2004 Pritzker Prize-winner Zaha Hadid and and Ben van Berkel will be contributing pavilions to Millennium Park next year as part of the Burnham Plan centennial celebration next year. But possibly more exciting: "Also educators, they and their studios will participate at Chicago architecture schools in workshops and presentations related to the pavilion projects, Hadid at Illinois Institute of Technology and van Berkel at the University of Illinois at Chicago." Neat choices. The Zaha Hadid Blog is a good intro to her work. She's also a painter, and her work in that field is a little bit along the lines of Yes album covers. Her architecture puts me in the mind of Star Wars come to life, but reasonable people will disagree--for example, other reasonable people think her work looks like something out of Battlestar Galactica. The park, I think, will temper the effect, so hopefully it won't give me the creeps too much. Here's a tour of van Berkel's Astrohome (sensing a theme?). Five Franklin Place reminds me of Aqua. His Mobius House made a splash awhile back.
February 18th - 6:02 p.m.
"He's gotten away from the soft pornography of the flower," said Charles Waldheim, the director of the landscape architecture program at the University of Toronto. "He's interested in the life cycle, how plant material ages over the course of the year" and how it relates to the plants around it. Like a good marriage, his compositions must work well together as its members age." A nice profile of Piet Oudolf, the cutting-edge Dutch gardener who did the planting design for Millennium Park. "The soft pornography of the flower" is one of the best constructions I've heard in a long time. February 12th - 2:53 p.m.

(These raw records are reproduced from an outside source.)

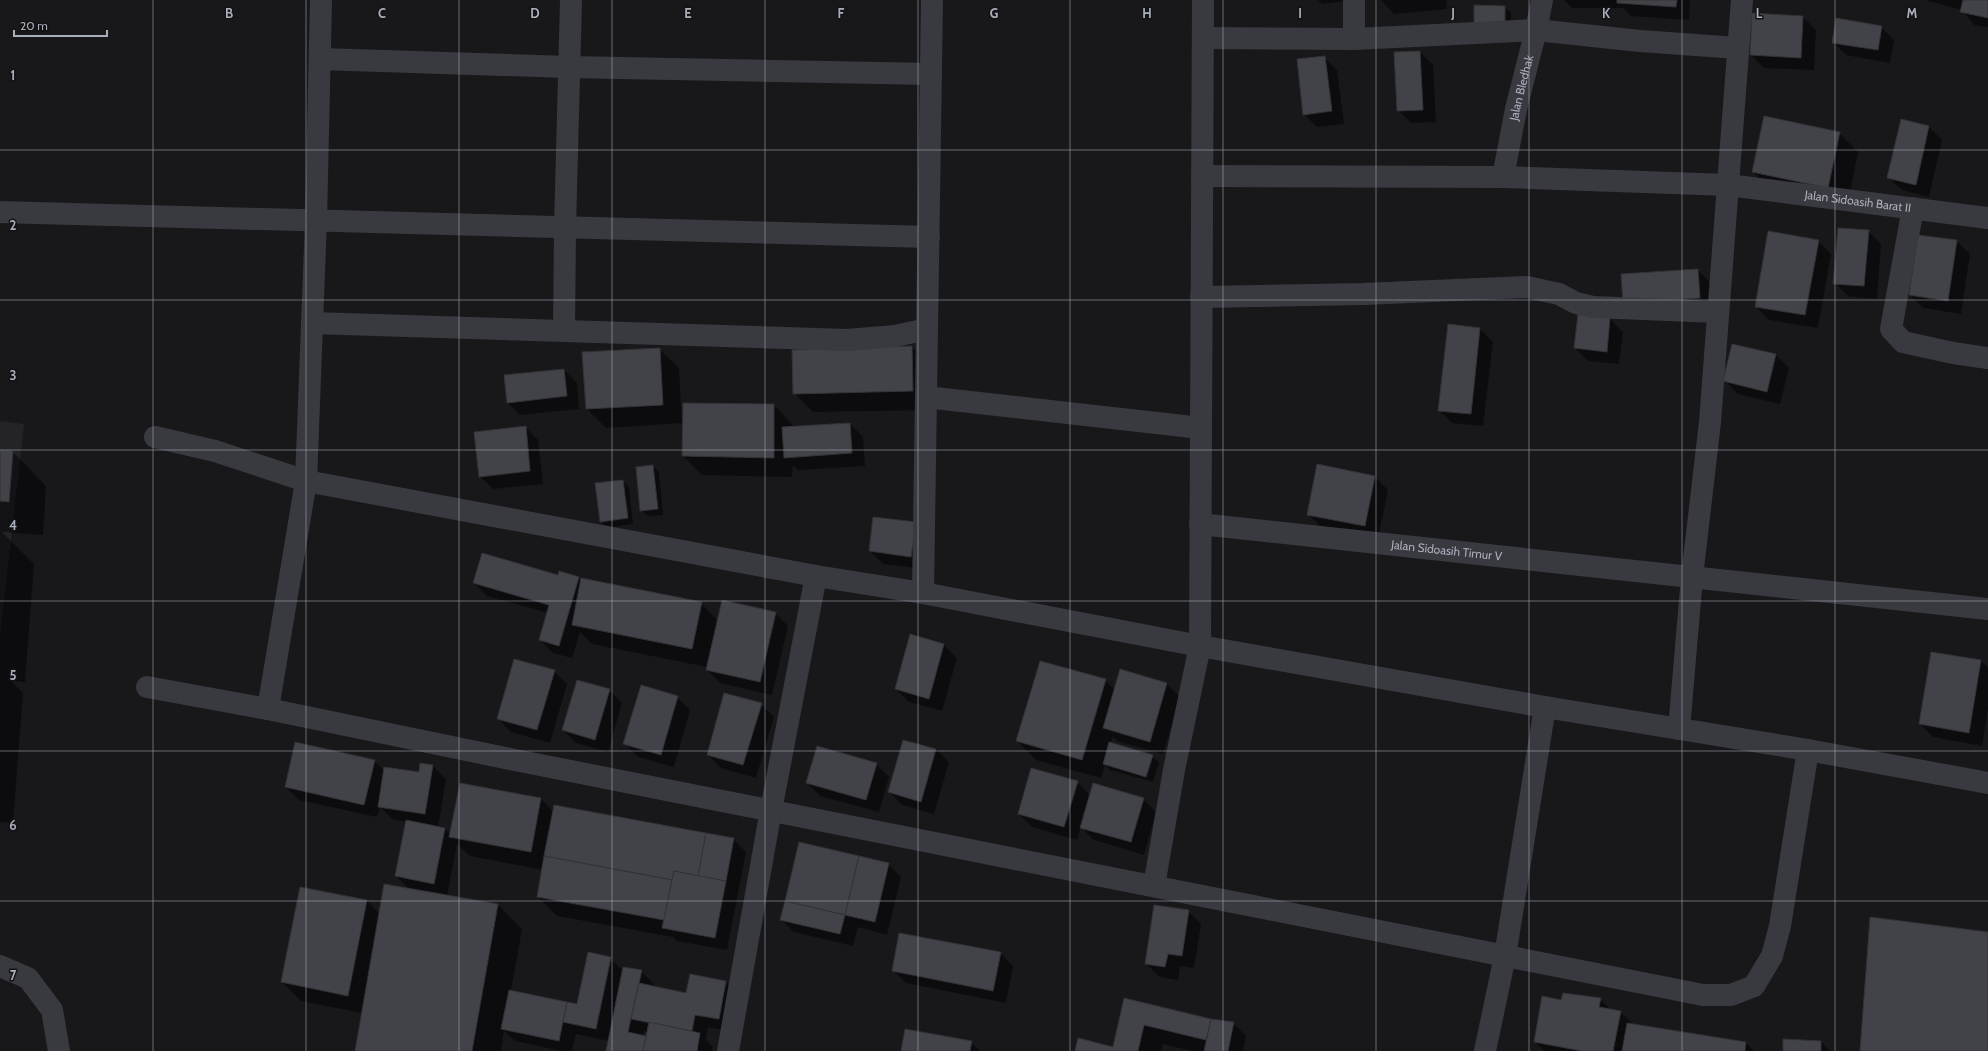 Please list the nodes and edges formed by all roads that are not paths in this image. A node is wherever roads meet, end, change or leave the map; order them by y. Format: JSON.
{"nodes":[{"id":1,"x":321,"y":0,"type":"edge"},
{"id":2,"x":570,"y":0,"type":"edge"},
{"id":3,"x":932,"y":0,"type":"edge"},
{"id":4,"x":1203,"y":0,"type":"edge"},
{"id":5,"x":1354,"y":0,"type":"edge"},
{"id":6,"x":1542,"y":0,"type":"edge"},
{"id":7,"x":1742,"y":0,"type":"edge"},
{"id":8,"x":1536,"y":30,"type":"junction"},
{"id":9,"x":1203,"y":38,"type":"junction"},
{"id":10,"x":1354,"y":39,"type":"junction"},
{"id":11,"x":1738,"y":48,"type":"junction"},
{"id":12,"x":320,"y":59,"type":"junction"},
{"id":13,"x":568,"y":67,"type":"junction"},
{"id":14,"x":931,"y":74,"type":"junction"},
{"id":15,"x":1202,"y":176,"type":"junction"},
{"id":16,"x":1503,"y":177,"type":"junction"},
{"id":17,"x":1728,"y":185,"type":"junction"},
{"id":18,"x":1913,"y":208,"type":"junction"},
{"id":19,"x":0,"y":212,"type":"edge"},
{"id":20,"x":1988,"y":218,"type":"edge"},
{"id":21,"x":316,"y":220,"type":"junction"},
{"id":22,"x":565,"y":228,"type":"junction"},
{"id":23,"x":929,"y":237,"type":"junction"},
{"id":24,"x":1201,"y":297,"type":"junction"},
{"id":25,"x":1718,"y":312,"type":"junction"},
{"id":26,"x":312,"y":323,"type":"junction"},
{"id":27,"x":927,"y":329,"type":"junction"},
{"id":28,"x":564,"y":330,"type":"junction"},
{"id":29,"x":1988,"y":358,"type":"edge"},
{"id":30,"x":926,"y":397,"type":"junction"},
{"id":31,"x":1201,"y":428,"type":"junction"},
{"id":32,"x":155,"y":437,"type":"dead end"},
{"id":33,"x":306,"y":480,"type":"junction"},
{"id":34,"x":1200,"y":524,"type":"junction"},
{"id":35,"x":816,"y":576,"type":"junction"},
{"id":36,"x":1692,"y":577,"type":"junction"},
{"id":37,"x":923,"y":593,"type":"junction"},
{"id":38,"x":1988,"y":609,"type":"edge"},
{"id":39,"x":1200,"y":646,"type":"junction"},
{"id":40,"x":147,"y":687,"type":"dead end"},
{"id":41,"x":1545,"y":707,"type":"junction"},
{"id":42,"x":268,"y":709,"type":"junction"},
{"id":43,"x":1680,"y":729,"type":"junction"},
{"id":44,"x":1808,"y":750,"type":"junction"},
{"id":45,"x":1988,"y":783,"type":"edge"},
{"id":46,"x":771,"y":810,"type":"junction"},
{"id":47,"x":1154,"y":886,"type":"junction"},
{"id":48,"x":1505,"y":956,"type":"junction"},
{"id":49,"x":0,"y":966,"type":"edge"},
{"id":50,"x":59,"y":1051,"type":"edge"},
{"id":51,"x":728,"y":1051,"type":"edge"},
{"id":52,"x":1485,"y":1051,"type":"edge"}],
"edges":[{"from":1,"to":12,"type":"street"},
{"from":2,"to":13,"type":"street"},
{"from":3,"to":14,"type":"street"},
{"from":4,"to":9,"type":"street"},
{"from":5,"to":10,"type":"street"},
{"from":6,"to":8,"type":"street","name":"Jalan Bledhak"},
{"from":7,"to":11,"type":"street"},
{"from":8,"to":10,"type":"street"},
{"from":8,"to":11,"type":"street"},
{"from":8,"to":16,"type":"street","name":"Jalan Bledhak"},
{"from":9,"to":10,"type":"street"},
{"from":9,"to":15,"type":"street"},
{"from":11,"to":17,"type":"street"},
{"from":12,"to":13,"type":"street"},
{"from":12,"to":21,"type":"street"},
{"from":13,"to":14,"type":"street"},
{"from":13,"to":22,"type":"street"},
{"from":14,"to":23,"type":"street"},
{"from":15,"to":16,"type":"street","name":"Jalan Sidoasih Barat II"},
{"from":15,"to":24,"type":"street"},
{"from":16,"to":17,"type":"street","name":"Jalan Sidoasih Barat II"},
{"from":17,"to":18,"type":"street","name":"Jalan Sidoasih Barat II"},
{"from":17,"to":25,"type":"street"},
{"from":18,"to":20,"type":"street","name":"Jalan Sidoasih Barat II"},
{"from":18,"to":29,"type":"street"},
{"from":19,"to":21,"type":"street"},
{"from":21,"to":22,"type":"street"},
{"from":21,"to":26,"type":"street"},
{"from":22,"to":23,"type":"street"},
{"from":22,"to":28,"type":"street"},
{"from":23,"to":27,"type":"street"},
{"from":24,"to":25,"type":"street"},
{"from":24,"to":31,"type":"street"},
{"from":25,"to":36,"type":"street"},
{"from":26,"to":28,"type":"street"},
{"from":26,"to":33,"type":"street"},
{"from":27,"to":28,"type":"street"},
{"from":27,"to":30,"type":"street"},
{"from":30,"to":31,"type":"street"},
{"from":30,"to":37,"type":"street"},
{"from":31,"to":34,"type":"street"},
{"from":32,"to":33,"type":"street"},
{"from":33,"to":35,"type":"street"},
{"from":33,"to":42,"type":"street"},
{"from":34,"to":36,"type":"street","name":"Jalan Sidoasih Timur V"},
{"from":34,"to":39,"type":"street"},
{"from":35,"to":37,"type":"street"},
{"from":35,"to":46,"type":"street"},
{"from":36,"to":38,"type":"street","name":"Jalan Sidoasih Timur V"},
{"from":36,"to":43,"type":"street"},
{"from":37,"to":39,"type":"street"},
{"from":39,"to":41,"type":"street"},
{"from":39,"to":47,"type":"street"},
{"from":40,"to":42,"type":"street"},
{"from":41,"to":43,"type":"street"},
{"from":41,"to":48,"type":"street"},
{"from":42,"to":46,"type":"street"},
{"from":43,"to":44,"type":"street"},
{"from":44,"to":45,"type":"street"},
{"from":44,"to":48,"type":"street"},
{"from":46,"to":47,"type":"street"},
{"from":46,"to":51,"type":"street"},
{"from":47,"to":48,"type":"street"},
{"from":48,"to":52,"type":"street"},
{"from":49,"to":50,"type":"street"}]}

The Museum of Modern Ice is up in Millennium Park. Chicagoist disapproves: "We wanted a serious wall, not the inside of a dying freezer with a bunch of melting popsicles." Personally, I think MoMI's decadent transience is, well, resonant. ![]() Left: Seth Anderson November 2nd - 11:55 a.m.
I like art and stuff, but maybe now's the wrong time to spend public money (specifically, the hotel tax) on more Millennium Park art. Specifically art that, like life, and love, and political machines, is ultimately fleeting. Art that is transient. Art that f***ing melts. FYI, here's an insider blog on the project that I can't really wrap my head around. October 9th - 2:35 p.m.
If you have a problem with Google snapping your picture on the street, you have no legal recourse, but you do have an sartorial one. (Then again, maybe we can get the city of Chicago to go after Google if they deign to shoot Millennium Park.) ![]() September 27th - 3:42 p.m.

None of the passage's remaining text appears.